Bölüm 26

601 28 2
                                    


        Genç kadın ve adam öğle saatlerinde başkenti tepeden görebilecekleri yüksekçe bir yere varmışlardı. Kumsal manzaranın bu kadar güzel olmasını beklemiyordu. Gülümseyerek yanı başında dikilen adama baktı. O da gülümsüyordu. Sanki ayrılmayacaklarmış gibi.

"Küçükken hep duvardan atlar ve bu ağacın tepesine çıkardım. Kısa süre de olsa her şeyden kaçabilirim gibi gelirdi o zaman." dedi. Sesindeki acı dolu tınıyı algılamak zor olmamıştı. Prensin yüzüne baktıktan sonra tekrar karşılarında duran heybetli aslan başlı kapısıyla Hattuşaş'a baktı. Kendisini Zannanza'nın yerine koydu tekrar. Bunu ilk defa yapışı değildi. Onu anlayabildiğini hissediyordu fakat yine de ona bunu söylemekten korkuyordu. Sanki bunu söylerse Zannanza gücenirmiş gibi geliyordu.
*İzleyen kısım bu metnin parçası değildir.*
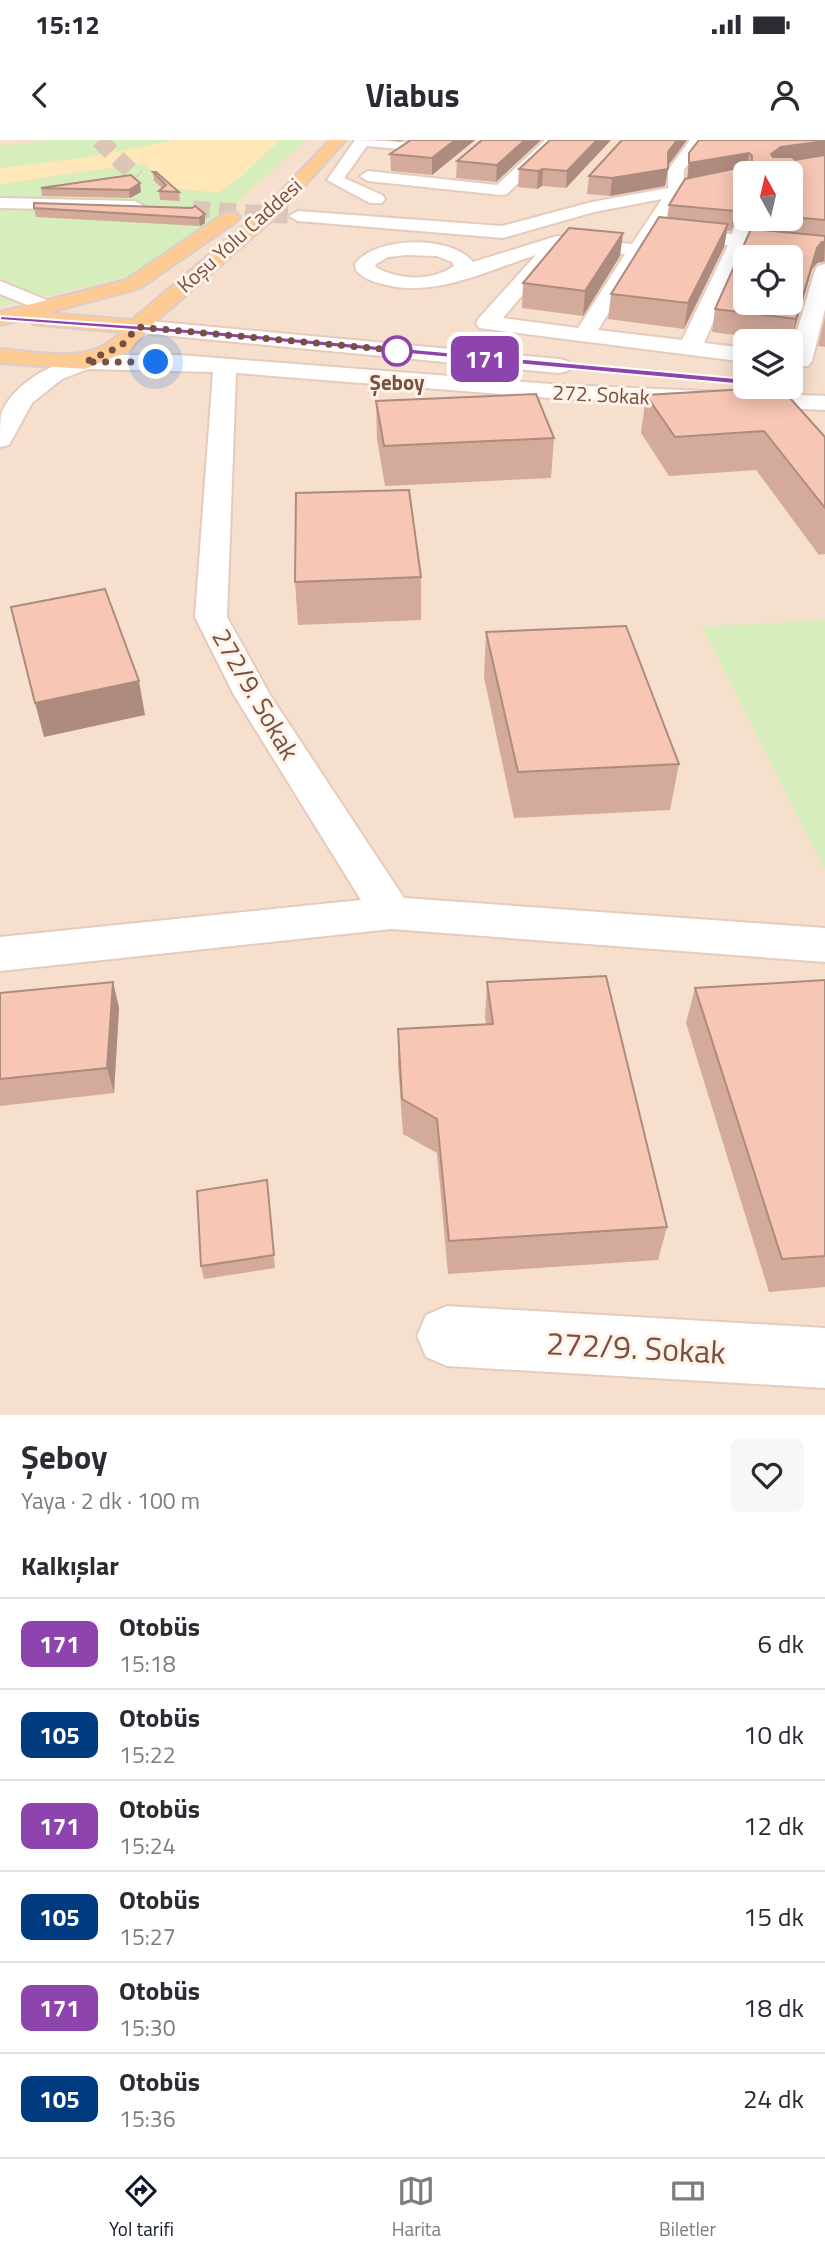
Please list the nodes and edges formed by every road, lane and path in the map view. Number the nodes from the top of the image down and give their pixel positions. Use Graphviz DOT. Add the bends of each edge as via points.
graph roads {
  1 [pos="338,140"];
  2 [pos="363,140"];
  3 [pos="554,140"];
  4 [pos="698,140"];
  5 [pos="414,143"];
  6 [pos="456,166"];
  7 [pos="368,176"];
  8 [pos="733,178"];
  9 [pos="676,181"];
  10 [pos="435,184"];
  11 [pos="610,185"];
  12 [pos="352,188"];
  13 [pos="501,190"];
  14 [pos="529,193"];
  15 [pos="571,197"];
  16 [pos="376,200"];
  17 [pos="32,202"];
  18 [pos="466,202"];
  19 [pos="0,203"];
  20 [pos="146,205"];
  21 [pos="241,210"];
  22 [pos="441,210"];
  23 [pos="419,211"];
  24 [pos="0,214"];
  25 [pos="298,216"];
  26 [pos="542,220"];
  27 [pos="650,231"];
  28 [pos="743,231"];
  29 [pos="503,232"];
  30 [pos="740,240"];
  31 [pos="557,242"];
  32 [pos="825,248"];
  33 [pos="638,250"];
  34 [pos="450,254"];
  35 [pos="825,270"];
  36 [pos="457,274"];
  37 [pos="0,287"];
  38 [pos="47,307"];
  39 [pos="1,318"];
  40 [pos="138,327"];
  41 [pos="584,335"];
  42 [pos="690,348"];
  43 [pos="803,350"];
  44 [pos="733,353"];
  45 [pos="0,356"];
  46 [pos="85,362"];
  47 [pos="225,365"];
  48 [pos="586,368"];
  49 [pos="631,372"];
  50 [pos="733,381"];
  51 [pos="825,387"];
  52 [pos="803,389"];
  53 [pos="733,391"];
  54 [pos="803,397"];
  55 [pos="825,403"];
  56 [pos="0,439"];
  57 [pos="391,914"];
  58 [pos="825,945"];
  59 [pos="0,954"];
  60 [pos="447,1336"];
  61 [pos="825,1358"];
  1 -- 40 [label="main road, Koşu Yolu Caddesi" via="273,210"];
  2 -- 5 [label="street"];
  2 -- 12 [label="street" via="335,180"];
  3 -- 13 [label="street"];
  4 -- 9 [label="street"];
  5 -- 7 [label="street"];
  6 -- 10 [label="street"];
  7 -- 10 [label="street"];
  7 -- 12 [label="street"];
  8 -- 9 [label="street"];
  9 -- 11 [label="street"];
  9 -- 26 [label="street"];
  9 -- 27 [label="street"];
  10 -- 13 [label="street"];
  10 -- 16 [label="street" via="392,187"];
  10 -- 18 [label="street" via="466,193"];
  12 -- 16 [label="street"];
  13 -- 14 [label="street"];
  15 -- 26 [label="street"];
  16 -- 23 [label="street" via="390,208"];
  17 -- 19 [label="street"];
  17 -- 20 [label="street"];
  17 -- 24 [label="street"];
  21 -- 38 [label="main road, Koşu Yolu Caddesi" via="133,284"];
  22 -- 23 [label="street"];
  23 -- 26 [label="street"];
  25 -- 29 [label="street"];
  26 -- 29 [label="street"];
  27 -- 30 [label="street"];
  27 -- 33 [label="street"];
  28 -- 30 [label="street"];
  29 -- 34 [label="street"];
  30 -- 32 [label="street"];
  30 -- 42 [label="street"];
  31 -- 33 [label="street"];
  31 -- 36 [label="street"];
  31 -- 41 [label="street" via="487,323"];
  33 -- 41 [label="street"];
  34 -- 36 [label="street" via="464,263"];
  34 -- 36 [label="street" via="423,249 391,251 365,264 373,275 400,281 433,281"];
  35 -- 43 [label="street"];
  37 -- 38 [label="street"];
  38 -- 39 [label="main road, Koşu Yolu Caddesi"];
  39 -- 40 [label="main road, 272. Sokak"];
  40 -- 46 [label="main road, 272. Sokak" via="121,346"];
  40 -- 48 [label="street, 272. Sokak"];
  41 -- 42 [label="street"];
  42 -- 44 [label="street"];
  45 -- 46 [label="main road, 272. Sokak"];
  46 -- 47 [label="street, 272. Sokak"];
  46 -- 56 [label="street" via="54,374 22,399"];
  47 -- 53 [label="street, 272. Sokak" via="564,392"];
  47 -- 57 [label="street, 272/9. Sokak" via="211,617 252,695"];
  49 -- 50 [label="street, 272. Sokak"];
  51 -- 52 [label="street, 272. Sokak"];
  54 -- 55 [label="street, 272. Sokak"];
  57 -- 58 [label="street"];
  57 -- 59 [label="street"];
  60 -- 61 [label="street, 272/9. Sokak"];
}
      Prens olmak zordu. Bitmek bilmeyen bir mücadelenin içinde doğuyordun. Küçük bir çocuk olman bir şeyi değiştirmiyordu. Her an birisini canını almak için odana gelebilirdi ya da krala ihanetten idam edilebilirdi. Her zaman güçlü olmak ve zayıflıklarını gizlemek zorundasındır çünkü her zaman zayıflığını sana karşı kullanmak için tetikte bekleyenler vardır. Annen haksız yere sürgüne gönderilse bile elinden bir şey gelmez. Kumsal hafızasını geri kazanır kazanmaz bu olayı hatırlamıştı. Zannanza'nın annesi Henti, Şuppiluliuma'nın Babil kralının kızıyla diplomatik bir evlilik yapabilmesi için sürgüne gönderilmişti. En azından tahminler bu yöndeydi. Bu evlilikten önce ortadan kaybolduğu için "kaybolan kraliçe" olarak da biliniyordu. Ne acılar çekmiş olmalı düşündü. Keşke o zaman yanında olabilseydim diye düşündü. Yüreği sıkışmaya başlamıştı. Ani bir hareketle prensin koluna sarıldı. Genç adam da şaşırmıştı fakat bu kısa sürmüştü. O da kıza sarılarak karşılık vermişti. 

"Beni de yanında götür." dedi genç kadın.

"Hayır." dedi genç adam sert bir sesle. İtiraz istemediğini açıkça belirtir gibiydi.

"Nolur. Sana yalvarıyorum. Yanında olmama izin ver." Sesi ağlamaklıydı. Olacakları biliyordu ve Zannanza'ya söylemişti. 

"Suikasta uğrayacağımı söyleyen sen değil miydin? Benimle beraber ölmek mi istiyorsun?" Sesindeki alaycılık sahteydi. Genç adam da bir şeylerin ters gidebileceğini, yüksek ihtimalle, biliyordu. 

"Evet." dedi kız düşünmeden. Bu cevap adamın afallamasına sebep olmuştu.

"Seni asla tehlikeye atmayacağımı şimdiye kadar öğrenmiş olman gerekirdi." Genç adam genç kızın yüzünü ellerinin arasına aldı. Kızın kendisine bakarken ışıldayan gözlerine son kez doya doya bakmak istemişti.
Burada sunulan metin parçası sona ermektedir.